## What the task asks
Return each line of the records holding the string "down".

## Entries provided
--------------------------------------------------
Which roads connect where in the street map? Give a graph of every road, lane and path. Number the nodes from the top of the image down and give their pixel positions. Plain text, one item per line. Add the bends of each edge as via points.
--------------------------------------------------
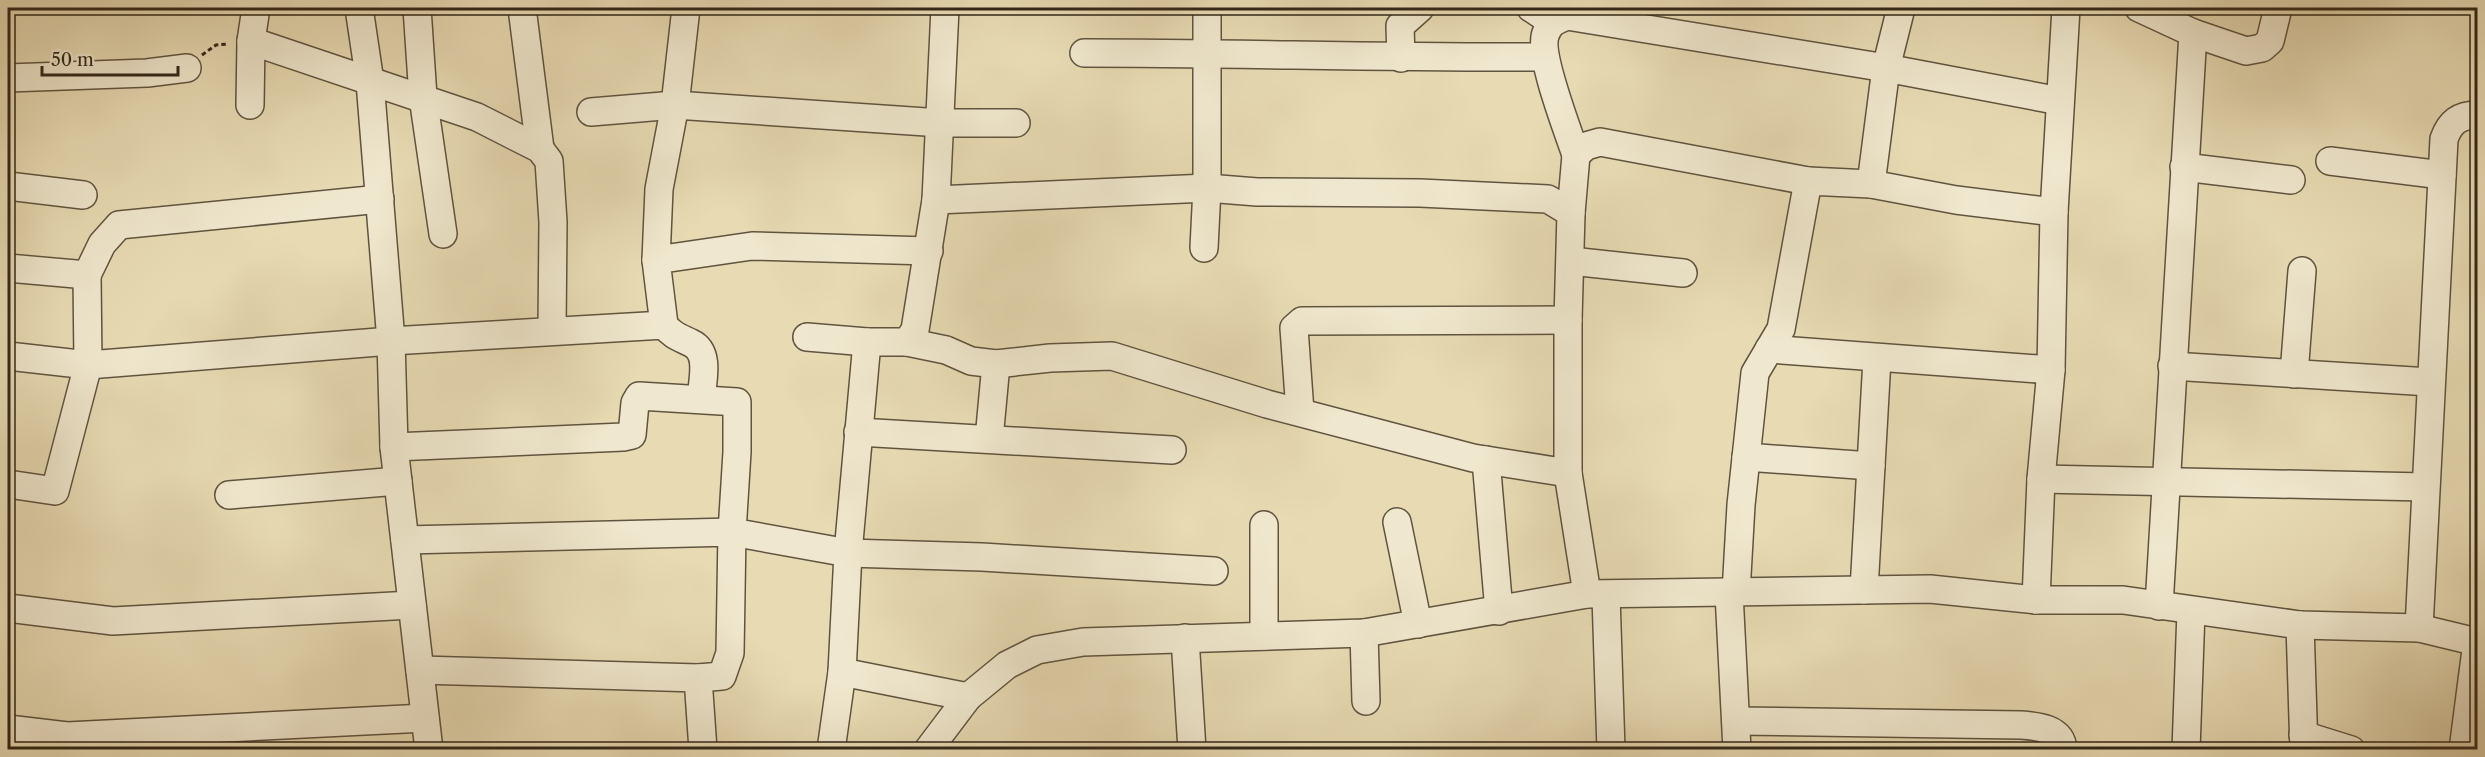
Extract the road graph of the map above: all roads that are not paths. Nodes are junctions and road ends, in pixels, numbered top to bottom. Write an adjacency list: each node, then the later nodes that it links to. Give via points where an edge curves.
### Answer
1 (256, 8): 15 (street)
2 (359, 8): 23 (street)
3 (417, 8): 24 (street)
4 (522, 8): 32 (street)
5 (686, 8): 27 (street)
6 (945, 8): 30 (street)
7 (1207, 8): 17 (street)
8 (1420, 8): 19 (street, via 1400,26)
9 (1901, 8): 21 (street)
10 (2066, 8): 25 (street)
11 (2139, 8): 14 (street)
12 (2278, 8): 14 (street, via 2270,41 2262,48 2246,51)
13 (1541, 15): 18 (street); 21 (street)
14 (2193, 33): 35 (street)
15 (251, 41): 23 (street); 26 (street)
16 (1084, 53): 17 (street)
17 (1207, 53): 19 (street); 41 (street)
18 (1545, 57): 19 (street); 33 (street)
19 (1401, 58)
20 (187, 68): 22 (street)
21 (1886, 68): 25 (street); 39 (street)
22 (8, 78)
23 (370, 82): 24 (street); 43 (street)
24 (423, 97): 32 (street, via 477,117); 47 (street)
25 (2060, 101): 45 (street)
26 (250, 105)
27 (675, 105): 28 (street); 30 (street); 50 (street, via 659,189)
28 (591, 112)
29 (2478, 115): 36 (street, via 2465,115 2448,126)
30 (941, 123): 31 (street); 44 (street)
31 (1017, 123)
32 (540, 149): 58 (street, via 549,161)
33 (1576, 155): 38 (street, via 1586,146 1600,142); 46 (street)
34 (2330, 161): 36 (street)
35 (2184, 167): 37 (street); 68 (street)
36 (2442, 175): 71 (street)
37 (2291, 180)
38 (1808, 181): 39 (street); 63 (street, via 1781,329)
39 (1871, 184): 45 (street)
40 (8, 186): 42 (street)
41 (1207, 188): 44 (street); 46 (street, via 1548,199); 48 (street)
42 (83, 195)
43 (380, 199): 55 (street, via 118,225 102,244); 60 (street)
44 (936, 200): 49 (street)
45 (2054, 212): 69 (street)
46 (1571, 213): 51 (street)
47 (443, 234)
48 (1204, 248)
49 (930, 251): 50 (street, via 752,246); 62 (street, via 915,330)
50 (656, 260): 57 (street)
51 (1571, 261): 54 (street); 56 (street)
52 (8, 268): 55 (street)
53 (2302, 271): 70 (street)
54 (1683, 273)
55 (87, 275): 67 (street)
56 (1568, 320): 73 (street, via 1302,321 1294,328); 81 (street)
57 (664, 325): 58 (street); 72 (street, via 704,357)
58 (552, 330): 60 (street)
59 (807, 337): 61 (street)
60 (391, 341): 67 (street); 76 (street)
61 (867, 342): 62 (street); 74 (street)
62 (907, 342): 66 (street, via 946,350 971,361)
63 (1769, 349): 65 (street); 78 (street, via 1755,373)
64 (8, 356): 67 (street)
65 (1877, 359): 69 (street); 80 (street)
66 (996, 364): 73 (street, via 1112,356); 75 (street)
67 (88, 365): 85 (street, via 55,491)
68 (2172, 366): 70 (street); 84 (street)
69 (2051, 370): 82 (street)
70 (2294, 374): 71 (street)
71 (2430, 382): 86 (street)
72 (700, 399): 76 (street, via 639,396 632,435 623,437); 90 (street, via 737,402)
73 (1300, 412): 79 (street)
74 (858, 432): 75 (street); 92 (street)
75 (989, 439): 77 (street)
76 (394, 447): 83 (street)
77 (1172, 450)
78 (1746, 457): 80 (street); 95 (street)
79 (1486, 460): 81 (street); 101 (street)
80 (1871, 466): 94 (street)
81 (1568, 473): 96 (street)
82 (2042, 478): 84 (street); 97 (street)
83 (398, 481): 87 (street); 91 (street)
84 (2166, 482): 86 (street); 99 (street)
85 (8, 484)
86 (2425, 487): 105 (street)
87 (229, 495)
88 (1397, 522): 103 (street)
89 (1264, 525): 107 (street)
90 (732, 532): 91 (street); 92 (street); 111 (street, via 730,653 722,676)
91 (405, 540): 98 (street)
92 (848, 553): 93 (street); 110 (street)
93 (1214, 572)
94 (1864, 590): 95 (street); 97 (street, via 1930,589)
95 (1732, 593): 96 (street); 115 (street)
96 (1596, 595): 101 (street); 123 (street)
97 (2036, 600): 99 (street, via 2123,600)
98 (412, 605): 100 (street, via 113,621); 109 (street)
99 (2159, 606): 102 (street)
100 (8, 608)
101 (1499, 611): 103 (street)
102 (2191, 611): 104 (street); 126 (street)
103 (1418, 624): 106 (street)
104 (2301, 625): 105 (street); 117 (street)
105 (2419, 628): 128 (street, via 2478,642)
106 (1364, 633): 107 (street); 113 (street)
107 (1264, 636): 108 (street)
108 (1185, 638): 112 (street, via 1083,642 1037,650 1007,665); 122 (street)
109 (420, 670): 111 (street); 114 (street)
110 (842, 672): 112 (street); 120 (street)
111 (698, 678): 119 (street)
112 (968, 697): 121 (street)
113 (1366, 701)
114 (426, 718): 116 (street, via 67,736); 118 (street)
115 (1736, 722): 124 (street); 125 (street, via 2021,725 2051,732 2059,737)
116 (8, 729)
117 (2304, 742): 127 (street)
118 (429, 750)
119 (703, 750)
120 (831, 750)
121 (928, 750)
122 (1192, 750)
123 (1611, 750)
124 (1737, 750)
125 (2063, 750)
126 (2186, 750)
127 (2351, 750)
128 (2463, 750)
--------------------------------------------------
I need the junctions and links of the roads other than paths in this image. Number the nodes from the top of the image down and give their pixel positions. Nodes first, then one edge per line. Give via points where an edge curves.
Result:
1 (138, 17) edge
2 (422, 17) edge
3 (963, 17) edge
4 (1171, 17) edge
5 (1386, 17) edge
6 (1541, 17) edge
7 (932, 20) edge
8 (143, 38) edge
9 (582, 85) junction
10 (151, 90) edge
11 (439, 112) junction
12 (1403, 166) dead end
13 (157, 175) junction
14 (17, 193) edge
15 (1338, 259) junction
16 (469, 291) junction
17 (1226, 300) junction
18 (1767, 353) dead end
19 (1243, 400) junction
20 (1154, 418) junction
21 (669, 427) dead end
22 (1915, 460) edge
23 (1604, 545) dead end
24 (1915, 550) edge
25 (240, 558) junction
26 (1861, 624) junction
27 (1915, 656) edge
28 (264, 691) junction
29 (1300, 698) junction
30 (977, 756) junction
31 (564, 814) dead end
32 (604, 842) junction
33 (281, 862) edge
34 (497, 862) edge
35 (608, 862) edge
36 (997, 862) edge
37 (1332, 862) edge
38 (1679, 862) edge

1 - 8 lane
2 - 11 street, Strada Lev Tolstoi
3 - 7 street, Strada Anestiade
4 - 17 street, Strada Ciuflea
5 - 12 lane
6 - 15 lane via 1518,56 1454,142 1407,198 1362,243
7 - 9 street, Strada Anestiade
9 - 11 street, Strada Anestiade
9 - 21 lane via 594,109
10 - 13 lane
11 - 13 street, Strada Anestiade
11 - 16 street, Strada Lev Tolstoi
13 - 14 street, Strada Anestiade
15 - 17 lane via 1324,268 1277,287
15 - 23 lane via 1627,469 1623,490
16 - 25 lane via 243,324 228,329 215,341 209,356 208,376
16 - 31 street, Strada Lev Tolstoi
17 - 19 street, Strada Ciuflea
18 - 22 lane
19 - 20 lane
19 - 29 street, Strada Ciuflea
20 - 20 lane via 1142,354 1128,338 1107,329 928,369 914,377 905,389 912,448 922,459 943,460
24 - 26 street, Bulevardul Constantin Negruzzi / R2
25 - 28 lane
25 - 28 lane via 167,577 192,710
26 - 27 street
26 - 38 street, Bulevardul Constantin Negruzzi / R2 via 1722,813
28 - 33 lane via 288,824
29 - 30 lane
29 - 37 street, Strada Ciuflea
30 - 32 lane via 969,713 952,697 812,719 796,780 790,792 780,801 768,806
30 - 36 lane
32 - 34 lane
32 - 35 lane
--------------------------------------------------
## Exercise response
Which roads connect where in the street map? Give a graph of every road, lane and path. Number the nodes from the top of the image down and give their pixel positions. Plain text, one item per line. Add the bends of each edge as via points.
I need the junctions and links of the roads other than paths in this image. Number the nodes from the top of the image down and give their pixel positions. Nodes first, then one edge per line. Give via points where an edge curves.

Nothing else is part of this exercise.